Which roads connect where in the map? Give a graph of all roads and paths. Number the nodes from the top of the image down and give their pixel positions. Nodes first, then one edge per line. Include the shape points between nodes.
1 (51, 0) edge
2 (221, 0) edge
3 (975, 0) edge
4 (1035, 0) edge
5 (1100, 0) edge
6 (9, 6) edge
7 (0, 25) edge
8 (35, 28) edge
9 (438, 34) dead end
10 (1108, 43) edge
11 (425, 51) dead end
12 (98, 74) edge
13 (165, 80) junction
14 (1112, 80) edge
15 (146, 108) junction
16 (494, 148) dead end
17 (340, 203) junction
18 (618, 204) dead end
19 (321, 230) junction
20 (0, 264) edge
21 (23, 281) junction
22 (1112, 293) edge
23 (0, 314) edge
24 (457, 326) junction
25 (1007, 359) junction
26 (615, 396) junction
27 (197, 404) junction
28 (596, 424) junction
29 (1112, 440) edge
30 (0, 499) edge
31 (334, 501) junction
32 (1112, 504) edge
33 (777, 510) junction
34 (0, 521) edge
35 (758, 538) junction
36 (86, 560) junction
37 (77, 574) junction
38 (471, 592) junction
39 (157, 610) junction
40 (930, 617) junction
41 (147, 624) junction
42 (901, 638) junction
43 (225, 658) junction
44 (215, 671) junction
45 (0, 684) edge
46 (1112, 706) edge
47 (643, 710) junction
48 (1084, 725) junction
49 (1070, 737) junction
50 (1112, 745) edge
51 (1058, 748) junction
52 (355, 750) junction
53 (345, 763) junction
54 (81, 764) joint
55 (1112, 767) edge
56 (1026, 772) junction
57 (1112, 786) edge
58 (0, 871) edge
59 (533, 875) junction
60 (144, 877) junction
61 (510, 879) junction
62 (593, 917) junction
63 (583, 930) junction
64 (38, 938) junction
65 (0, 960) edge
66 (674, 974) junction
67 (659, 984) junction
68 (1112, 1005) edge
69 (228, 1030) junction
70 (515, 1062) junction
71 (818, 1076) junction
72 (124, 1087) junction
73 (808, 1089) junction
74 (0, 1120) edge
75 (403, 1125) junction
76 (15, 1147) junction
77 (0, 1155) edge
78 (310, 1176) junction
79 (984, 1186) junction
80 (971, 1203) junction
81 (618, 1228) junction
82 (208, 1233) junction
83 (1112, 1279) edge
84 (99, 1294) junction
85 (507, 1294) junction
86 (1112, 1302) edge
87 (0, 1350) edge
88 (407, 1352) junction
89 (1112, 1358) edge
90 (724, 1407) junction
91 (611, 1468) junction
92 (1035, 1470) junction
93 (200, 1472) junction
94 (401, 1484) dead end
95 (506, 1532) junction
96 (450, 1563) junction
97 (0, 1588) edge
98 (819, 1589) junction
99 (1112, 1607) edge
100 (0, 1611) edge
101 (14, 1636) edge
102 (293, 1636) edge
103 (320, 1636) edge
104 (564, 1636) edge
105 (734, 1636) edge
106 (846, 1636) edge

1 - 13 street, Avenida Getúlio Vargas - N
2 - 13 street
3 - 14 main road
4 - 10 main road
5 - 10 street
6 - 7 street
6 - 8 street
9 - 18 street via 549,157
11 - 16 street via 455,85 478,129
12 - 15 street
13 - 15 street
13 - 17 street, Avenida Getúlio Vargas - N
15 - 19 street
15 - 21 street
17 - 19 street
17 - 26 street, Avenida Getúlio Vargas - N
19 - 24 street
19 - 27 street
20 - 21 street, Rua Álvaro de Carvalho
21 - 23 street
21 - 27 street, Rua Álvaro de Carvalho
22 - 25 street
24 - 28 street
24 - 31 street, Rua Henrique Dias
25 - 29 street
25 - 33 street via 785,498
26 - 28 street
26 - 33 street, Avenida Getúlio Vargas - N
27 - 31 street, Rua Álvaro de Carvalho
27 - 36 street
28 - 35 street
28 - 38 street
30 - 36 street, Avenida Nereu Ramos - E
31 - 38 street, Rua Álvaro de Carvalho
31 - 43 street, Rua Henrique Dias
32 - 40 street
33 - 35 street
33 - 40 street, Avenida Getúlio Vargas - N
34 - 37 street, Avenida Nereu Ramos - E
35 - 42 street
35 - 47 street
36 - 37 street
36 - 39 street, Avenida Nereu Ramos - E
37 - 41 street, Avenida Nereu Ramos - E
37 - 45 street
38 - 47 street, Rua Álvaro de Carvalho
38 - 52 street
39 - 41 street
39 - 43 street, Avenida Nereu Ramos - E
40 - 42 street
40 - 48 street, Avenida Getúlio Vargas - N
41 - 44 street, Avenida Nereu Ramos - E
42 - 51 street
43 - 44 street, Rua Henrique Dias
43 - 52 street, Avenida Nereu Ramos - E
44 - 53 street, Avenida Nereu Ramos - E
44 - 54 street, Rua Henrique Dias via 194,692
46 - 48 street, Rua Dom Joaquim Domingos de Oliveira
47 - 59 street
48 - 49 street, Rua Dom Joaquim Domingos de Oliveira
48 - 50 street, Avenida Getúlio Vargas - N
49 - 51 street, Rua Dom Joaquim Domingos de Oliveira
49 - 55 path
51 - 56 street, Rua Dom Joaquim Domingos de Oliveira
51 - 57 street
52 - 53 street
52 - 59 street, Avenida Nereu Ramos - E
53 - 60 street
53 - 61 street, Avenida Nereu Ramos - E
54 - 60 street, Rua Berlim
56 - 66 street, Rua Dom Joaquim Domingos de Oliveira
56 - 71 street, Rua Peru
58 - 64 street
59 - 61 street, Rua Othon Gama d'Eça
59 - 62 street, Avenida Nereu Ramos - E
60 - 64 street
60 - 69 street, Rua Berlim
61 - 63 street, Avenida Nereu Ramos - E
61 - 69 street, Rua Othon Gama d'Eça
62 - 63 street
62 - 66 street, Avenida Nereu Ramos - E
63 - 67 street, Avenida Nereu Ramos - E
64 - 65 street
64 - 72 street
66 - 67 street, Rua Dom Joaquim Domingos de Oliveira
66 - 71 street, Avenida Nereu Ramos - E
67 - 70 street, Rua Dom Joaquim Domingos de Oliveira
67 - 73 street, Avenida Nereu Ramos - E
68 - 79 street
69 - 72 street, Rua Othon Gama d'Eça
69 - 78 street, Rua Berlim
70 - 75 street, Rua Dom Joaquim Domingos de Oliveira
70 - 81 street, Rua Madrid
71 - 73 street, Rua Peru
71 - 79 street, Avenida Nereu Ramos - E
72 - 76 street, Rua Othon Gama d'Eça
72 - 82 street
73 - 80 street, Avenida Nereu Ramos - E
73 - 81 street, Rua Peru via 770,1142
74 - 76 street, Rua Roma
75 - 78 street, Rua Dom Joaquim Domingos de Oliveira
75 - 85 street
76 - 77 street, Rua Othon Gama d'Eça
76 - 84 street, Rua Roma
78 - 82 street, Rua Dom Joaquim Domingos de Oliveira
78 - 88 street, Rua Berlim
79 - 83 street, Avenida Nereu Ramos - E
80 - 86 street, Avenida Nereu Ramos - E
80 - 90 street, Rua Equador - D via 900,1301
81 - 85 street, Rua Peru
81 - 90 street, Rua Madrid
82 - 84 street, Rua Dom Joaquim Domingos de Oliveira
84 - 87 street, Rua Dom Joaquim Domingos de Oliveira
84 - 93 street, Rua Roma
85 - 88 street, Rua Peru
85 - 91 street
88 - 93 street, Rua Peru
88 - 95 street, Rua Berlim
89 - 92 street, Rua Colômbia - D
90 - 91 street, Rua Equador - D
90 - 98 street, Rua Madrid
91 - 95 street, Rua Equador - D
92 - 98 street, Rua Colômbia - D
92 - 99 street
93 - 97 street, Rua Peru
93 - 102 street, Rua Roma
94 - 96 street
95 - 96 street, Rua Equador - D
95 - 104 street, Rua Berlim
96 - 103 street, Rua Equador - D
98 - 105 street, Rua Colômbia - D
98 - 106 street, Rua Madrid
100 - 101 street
+ + + + + + +
Check each line of the entries for the word "Henrique", then state the count alone.

4